Consiglierei Sagome cioccolatee: è una racconto breve e semplice, ma con un suo perché. Solitamente non amo le storie brevi, specie se brevissime, ma in questo caso con poche pagine ho scritto qualcosa di cui ero fiero e soprattutto apprezzato dai lettori nonostante i pochi elementi, apparendo anche su una raccolta di Letteraturahorror.

Per chi ama i saggi invece consiglio Ultraviolenza (cambiato poi in Oltreviolenza), un saggio che menziona un nuovo genere letterario, che esiste già, ma che nessuno ha mai menzionato e che io definisco genere rosso, riguardante l’Oltreviolenza. Non è solo uno stile letterario, ma una corrente di pensiero che va contro il politicamente corretto e ogni forma di oppressione come la censura. Esistono già molte opere Oltreviolenza come V per vendetta, Fight club. Queste opere si distinguono per particolari criteri, che leggerete meglio nell’articolo, uno dei quali è il combattere non contro un singolo nemico o boss ma contro un intero sistema intenzionato a condizionare le vite di alcune o tutte le persone, una ricerca non a bottini o amore ma alla conquista della libertà.

5) Da chi trai ispirazione? Chi sono i tuoi idoli? (Sia narrativi, che fumettistici, ovviamente).

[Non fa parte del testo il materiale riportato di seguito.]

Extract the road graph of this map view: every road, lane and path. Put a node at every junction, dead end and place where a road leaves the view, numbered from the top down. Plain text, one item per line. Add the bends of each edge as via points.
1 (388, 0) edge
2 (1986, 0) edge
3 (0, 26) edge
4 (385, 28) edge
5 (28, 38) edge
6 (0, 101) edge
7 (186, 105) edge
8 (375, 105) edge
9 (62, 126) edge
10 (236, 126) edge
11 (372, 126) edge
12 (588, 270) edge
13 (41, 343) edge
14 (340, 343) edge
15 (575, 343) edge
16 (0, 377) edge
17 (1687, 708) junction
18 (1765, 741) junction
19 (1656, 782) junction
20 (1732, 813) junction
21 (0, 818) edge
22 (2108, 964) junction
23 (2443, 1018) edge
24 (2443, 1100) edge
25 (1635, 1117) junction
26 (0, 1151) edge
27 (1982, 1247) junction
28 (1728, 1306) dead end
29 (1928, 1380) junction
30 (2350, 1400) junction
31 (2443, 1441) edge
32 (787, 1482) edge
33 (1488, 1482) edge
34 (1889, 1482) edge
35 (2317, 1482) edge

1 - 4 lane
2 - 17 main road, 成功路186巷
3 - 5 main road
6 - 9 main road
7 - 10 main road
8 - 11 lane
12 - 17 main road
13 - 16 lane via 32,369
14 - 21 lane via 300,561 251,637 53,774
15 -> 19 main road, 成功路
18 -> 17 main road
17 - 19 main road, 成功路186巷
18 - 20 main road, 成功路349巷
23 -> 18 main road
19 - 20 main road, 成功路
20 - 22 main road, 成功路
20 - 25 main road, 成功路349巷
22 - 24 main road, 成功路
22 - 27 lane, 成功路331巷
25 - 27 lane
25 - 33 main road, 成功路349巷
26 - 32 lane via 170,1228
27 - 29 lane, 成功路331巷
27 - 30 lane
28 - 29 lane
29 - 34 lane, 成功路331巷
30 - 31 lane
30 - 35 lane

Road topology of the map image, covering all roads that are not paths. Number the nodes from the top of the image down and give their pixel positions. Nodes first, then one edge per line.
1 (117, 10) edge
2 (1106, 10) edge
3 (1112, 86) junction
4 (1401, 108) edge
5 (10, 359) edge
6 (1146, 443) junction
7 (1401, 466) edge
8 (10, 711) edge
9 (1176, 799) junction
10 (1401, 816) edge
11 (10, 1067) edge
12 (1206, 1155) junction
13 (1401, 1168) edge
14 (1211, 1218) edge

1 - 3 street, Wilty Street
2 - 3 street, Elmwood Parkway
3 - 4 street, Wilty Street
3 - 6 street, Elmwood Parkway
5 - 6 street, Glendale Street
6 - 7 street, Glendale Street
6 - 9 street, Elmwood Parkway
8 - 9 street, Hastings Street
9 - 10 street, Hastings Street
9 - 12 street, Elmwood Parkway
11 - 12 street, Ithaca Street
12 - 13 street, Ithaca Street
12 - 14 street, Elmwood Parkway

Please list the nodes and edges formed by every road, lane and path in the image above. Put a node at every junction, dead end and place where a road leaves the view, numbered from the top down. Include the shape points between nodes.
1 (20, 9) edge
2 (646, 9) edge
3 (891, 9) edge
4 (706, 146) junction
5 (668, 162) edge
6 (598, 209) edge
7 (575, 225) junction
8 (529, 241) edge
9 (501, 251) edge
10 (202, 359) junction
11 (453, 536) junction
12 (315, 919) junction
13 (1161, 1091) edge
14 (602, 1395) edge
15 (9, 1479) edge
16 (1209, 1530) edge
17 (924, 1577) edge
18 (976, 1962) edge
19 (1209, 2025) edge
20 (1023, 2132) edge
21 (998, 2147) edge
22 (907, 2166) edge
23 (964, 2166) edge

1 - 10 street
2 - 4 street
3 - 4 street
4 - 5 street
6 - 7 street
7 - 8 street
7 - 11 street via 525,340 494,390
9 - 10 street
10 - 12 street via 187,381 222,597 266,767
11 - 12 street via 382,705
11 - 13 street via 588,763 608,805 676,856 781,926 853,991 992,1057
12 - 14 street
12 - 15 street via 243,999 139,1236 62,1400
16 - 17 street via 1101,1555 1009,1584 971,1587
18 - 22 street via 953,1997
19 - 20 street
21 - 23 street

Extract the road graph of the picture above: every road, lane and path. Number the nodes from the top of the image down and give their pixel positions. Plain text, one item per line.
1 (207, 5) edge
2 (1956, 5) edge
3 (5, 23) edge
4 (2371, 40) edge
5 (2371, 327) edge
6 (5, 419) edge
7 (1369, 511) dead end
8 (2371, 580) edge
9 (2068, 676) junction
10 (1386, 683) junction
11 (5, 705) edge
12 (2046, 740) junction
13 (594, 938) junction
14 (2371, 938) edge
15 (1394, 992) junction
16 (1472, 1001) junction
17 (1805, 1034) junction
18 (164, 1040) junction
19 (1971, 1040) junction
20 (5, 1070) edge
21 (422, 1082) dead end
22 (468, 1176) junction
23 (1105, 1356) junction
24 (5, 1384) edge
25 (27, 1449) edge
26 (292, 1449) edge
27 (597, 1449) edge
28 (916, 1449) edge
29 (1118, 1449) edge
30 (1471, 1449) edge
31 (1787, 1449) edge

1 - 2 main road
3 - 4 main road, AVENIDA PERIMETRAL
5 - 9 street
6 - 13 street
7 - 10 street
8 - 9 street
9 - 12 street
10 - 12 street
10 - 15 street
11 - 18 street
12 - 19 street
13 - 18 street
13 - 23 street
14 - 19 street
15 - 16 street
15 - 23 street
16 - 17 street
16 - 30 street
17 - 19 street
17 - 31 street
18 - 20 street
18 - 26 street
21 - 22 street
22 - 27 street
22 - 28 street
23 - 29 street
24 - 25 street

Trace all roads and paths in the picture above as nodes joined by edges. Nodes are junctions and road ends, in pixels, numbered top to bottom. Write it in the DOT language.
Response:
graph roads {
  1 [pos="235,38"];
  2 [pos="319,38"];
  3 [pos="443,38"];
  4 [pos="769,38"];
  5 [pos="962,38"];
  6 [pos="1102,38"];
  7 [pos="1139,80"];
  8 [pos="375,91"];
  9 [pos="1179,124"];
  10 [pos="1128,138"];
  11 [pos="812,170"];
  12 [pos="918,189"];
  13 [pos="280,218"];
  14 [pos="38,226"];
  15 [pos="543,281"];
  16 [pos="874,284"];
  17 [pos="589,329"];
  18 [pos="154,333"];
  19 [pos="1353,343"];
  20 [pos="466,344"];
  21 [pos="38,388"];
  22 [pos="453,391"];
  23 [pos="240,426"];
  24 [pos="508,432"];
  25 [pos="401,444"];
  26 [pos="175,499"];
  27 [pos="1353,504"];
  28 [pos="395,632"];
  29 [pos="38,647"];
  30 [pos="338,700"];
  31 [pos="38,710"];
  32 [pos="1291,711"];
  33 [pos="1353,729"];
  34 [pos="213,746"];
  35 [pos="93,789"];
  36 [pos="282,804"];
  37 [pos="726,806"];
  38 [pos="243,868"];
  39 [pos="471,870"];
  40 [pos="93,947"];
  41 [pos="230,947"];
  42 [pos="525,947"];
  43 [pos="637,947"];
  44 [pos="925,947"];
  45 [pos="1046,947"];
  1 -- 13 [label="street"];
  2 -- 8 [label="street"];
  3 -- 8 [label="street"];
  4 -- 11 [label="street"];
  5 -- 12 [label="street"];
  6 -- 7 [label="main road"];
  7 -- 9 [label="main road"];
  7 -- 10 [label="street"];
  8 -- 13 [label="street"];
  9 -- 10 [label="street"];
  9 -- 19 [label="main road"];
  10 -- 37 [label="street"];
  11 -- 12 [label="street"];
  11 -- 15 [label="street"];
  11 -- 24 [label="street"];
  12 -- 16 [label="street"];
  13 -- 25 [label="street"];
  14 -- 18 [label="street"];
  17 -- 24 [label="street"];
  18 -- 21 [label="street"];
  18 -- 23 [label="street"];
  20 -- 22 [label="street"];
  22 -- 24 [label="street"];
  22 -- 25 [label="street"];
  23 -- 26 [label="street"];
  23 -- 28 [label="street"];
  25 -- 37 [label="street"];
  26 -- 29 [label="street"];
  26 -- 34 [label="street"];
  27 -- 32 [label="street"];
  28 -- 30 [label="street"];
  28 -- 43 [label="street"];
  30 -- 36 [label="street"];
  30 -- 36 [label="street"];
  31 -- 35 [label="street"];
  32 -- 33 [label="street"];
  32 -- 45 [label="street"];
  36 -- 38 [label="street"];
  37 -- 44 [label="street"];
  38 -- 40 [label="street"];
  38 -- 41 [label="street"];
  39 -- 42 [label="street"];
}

Il primo autore ad introdurmi nel fantastico è stato Lovecraft, per me è stato l’inizio proseguendo poi con Poe, Matheson e King. Riguardo il fumetto avevo fatto qualcosa per poi abbandonarlo, l’ho ripreso solo in seguito ispirato da ONE l’autore di One punch man, lui mi ha dimostrato che anche senza talento nel disegno con una buona storia potevo fare qualcosa di interessante. Quindi mi sono cimentato nel fumetto con i miei pessimi aborzetti (aborti-bozzetti) cercando di entrare in questo mondo, come si può vedere nelle opere Frammenti di cuore e Nohero su Vendettafantasy. Altri fumettisti che mi hanno ispirato sono Horikoshi (mha), Hiramoto (ps), Araki (jojo) e molti altri. Mi piacciono molti autori di entrambi i campi: mi servirebbe la lista di babbo natale per scriverli tutti.